Theo Fleischer (‘23) tries to walk into school at 2:57 p.m. As a senior with privileges, he spends his last period, a free period, at home. With his cross-country practice starting at 3:15, and Nick Ricciardi, a coach who’s a stickler for tardiness, Fleischer likes to get to school with ample time to change into running clothes. He rushes from his Prius to the front of the school, ringing the bell to notify the office to unlock the door, but it stays locked, and he is stuck outside. Due to new practices, the front office won’t let him, or anyone else, into the school until 3:00 p.m., the end of the school day.
Oyster River High School is one of many schools across the country intensifying school safety. Recent school shootings have dominated the news cycle and led to a cultural shift in how safety is viewed in schools. In Oyster River High School, new practices have been created this school year, along with old practices being enforced with new vigor. These changes have created a response of resigned acceptance among staff and students. Although they might be an extra annoyance to busy people, they appreciate the importance of approaching school safety with a new sense of cautiousness.
New practices include the front office taking car keys from visitors, giving them a visitor badge, and urging staff to stop and talk with any person on school property they do not recognize who is not wearing a badge.
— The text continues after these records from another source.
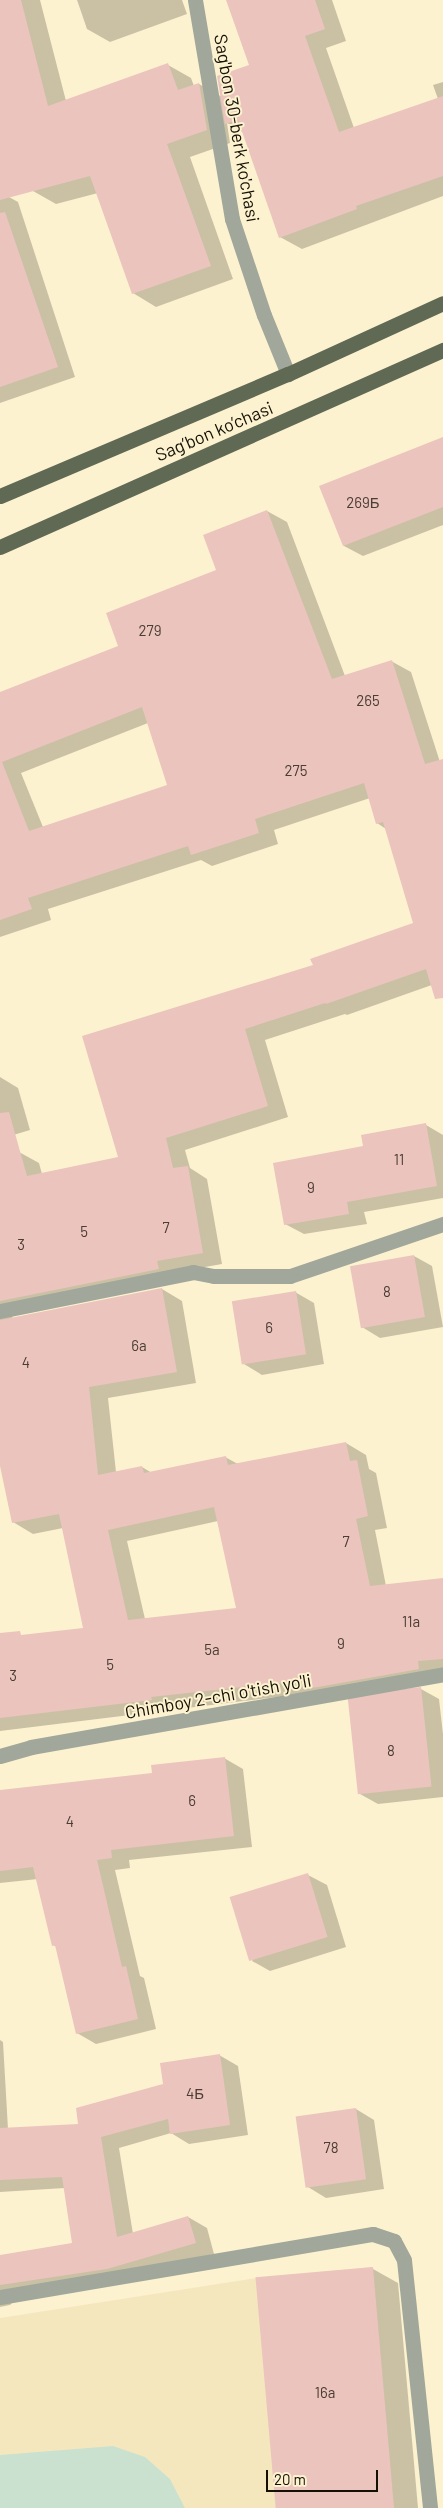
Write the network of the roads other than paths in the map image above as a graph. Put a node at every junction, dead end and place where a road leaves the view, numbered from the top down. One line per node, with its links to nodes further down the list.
1 (195, 0): 4 (street, Sag'bon 30-berk ko'chasi)
2 (443, 303): 4 (main road, Sag’bon ko’chasi)
3 (443, 350): 6 (main road, Sag’bon ko’chasi)
4 (288, 374): 5 (main road, Sag’bon ko’chasi)
5 (0, 496)
6 (0, 547)
7 (443, 1224): 8 (street)
8 (0, 1311)
9 (443, 1674): 10 (street, Chimboy 2-chi o'tish yo'li)
10 (0, 1756)
11 (0, 2297): 12 (street)
12 (430, 2508)

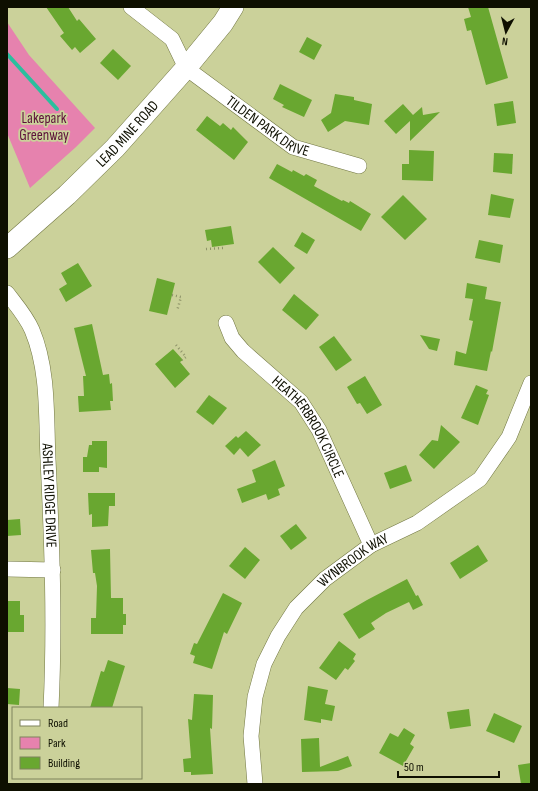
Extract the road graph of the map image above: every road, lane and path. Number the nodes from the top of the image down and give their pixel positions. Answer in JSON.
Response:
{"nodes":[{"id":1,"x":131,"y":7,"type":"edge"},
{"id":2,"x":233,"y":7,"type":"edge"},
{"id":3,"x":186,"y":68,"type":"junction"},
{"id":4,"x":359,"y":166,"type":"dead end"},
{"id":5,"x":223,"y":246,"type":"dead end"},
{"id":6,"x":7,"y":248,"type":"edge"},
{"id":7,"x":206,"y":249,"type":"dead end"},
{"id":8,"x":7,"y":293,"type":"edge"},
{"id":9,"x":172,"y":295,"type":"dead end"},
{"id":10,"x":177,"y":311,"type":"dead end"},
{"id":11,"x":226,"y":324,"type":"dead end"},
{"id":12,"x":176,"y":345,"type":"dead end"},
{"id":13,"x":182,"y":360,"type":"dead end"},
{"id":14,"x":531,"y":383,"type":"edge"},
{"id":15,"x":370,"y":545,"type":"junction"},
{"id":16,"x":7,"y":569,"type":"edge"},
{"id":17,"x":53,"y":570,"type":"junction"},
{"id":18,"x":51,"y":707,"type":"edge"},
{"id":19,"x":256,"y":784,"type":"edge"}],
"edges":[{"from":1,"to":3,"type":"street"},
{"from":2,"to":3,"type":"main road","name":"LEAD MINE ROAD"},
{"from":3,"to":4,"type":"street","name":"TILDEN PARK DRIVE"},
{"from":3,"to":6,"type":"main road","name":"LEAD MINE ROAD"},
{"from":5,"to":7,"type":"path"},
{"from":8,"to":17,"type":"street","name":"ASHLEY RIDGE DRIVE"},
{"from":9,"to":10,"type":"path"},
{"from":11,"to":15,"type":"street","name":"HEATHERBROOK CIRCLE"},
{"from":12,"to":13,"type":"path"},
{"from":14,"to":15,"type":"street","name":"WYNBROOK WAY"},
{"from":15,"to":19,"type":"street","name":"WYNBROOK WAY"},
{"from":16,"to":17,"type":"street"},
{"from":17,"to":18,"type":"street","name":"ASHLEY RIDGE DRIVE"}]}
Old practices that will be more strongly enforced this year include keeping all doors inside the school in a locked position, keeping all exits closed (not propped open), having staff and students leave only out the front office door, and staff signing out before leaving.
With COVID having loosened restrictions when it comes to privileges and many freedoms, this new stricter environment has been a shock to many. “It’s so much harder to tighten the reins on something that’s been so open for so long,” Jennifer Weeks, an English and film teacher, said. Over the past two years, administration has wanted kids out of the school building for their safety, encouraging kids to leave during lunch or free periods. Now, administration wants students to stay inside the locked doors of the building. “Our perception is just skewed,” Deacon Throop (’24) said on how these new practices are being viewed by students because of the different environment caused by COVID-19.
ORHS staff has overwhelmingly welcomed the change, stating they are irritating but in everyone’s best interest. “It gives us black-and-white boundaries, which we haven’t had in a long time,” Weeks says, referencing what she explains as a more laidback time of COVID. The principal at ORHS, Rebecca Noe, added that students “are under our care. [Staff] are responsible for you, and that’s a very big responsibility.” Having those clear-cut rules for staff and students to follow relieves some of the stress around the responsibility for keeping students safe.
These new practices for John Morin, an EPW teacher at the high school, can create an uncomfortable environment. In previous years during the beginning of school, when the days were still hot, the gym doors would get propped open to circulate air through the stuffy room and alleviate discomfort. This year that is not allowed; all entrances to school must be locked and unpropped. Morin has accepted this discomfort. “Everyone’s safety is more important than that,” he said.
Students have a similar response of resigned acceptance. They feel frustrated when they are banned from leaving the lunchroom, exiting out a door that is close to their car, or forced to knock on a teacher’s door after returning from the bathroom, but they understand how important these practices are. For other things, including eating in the senior core and teachers wearing name tags, some students do not understand how these practices are going to help in an emergency. “It’s just not necessary. How is wearing a name tag going to stop a gun or a fire?” Fleischer said.
Administration does not see it this way. “Safety, then education, then fun” is a catchphrase coined by Noe, which she has repeated many times this school year. She recognizes that these practices may take away from the fun of school, but that fun is not her number one priority. This is an attitude shared by Mark Milliken, who says, “our priority is the safety of students.” These practices are how they are keeping students safe, and not enforcing them would be disregarding their jobs.
Theo Fleischer had to wait an extra three minutes before entering the school that day, an added inconvenience that he found unnecessary. Yet, he was still able to make it to practice on time. It was overkill in his book, but to those responsible for his safety, it was necessary.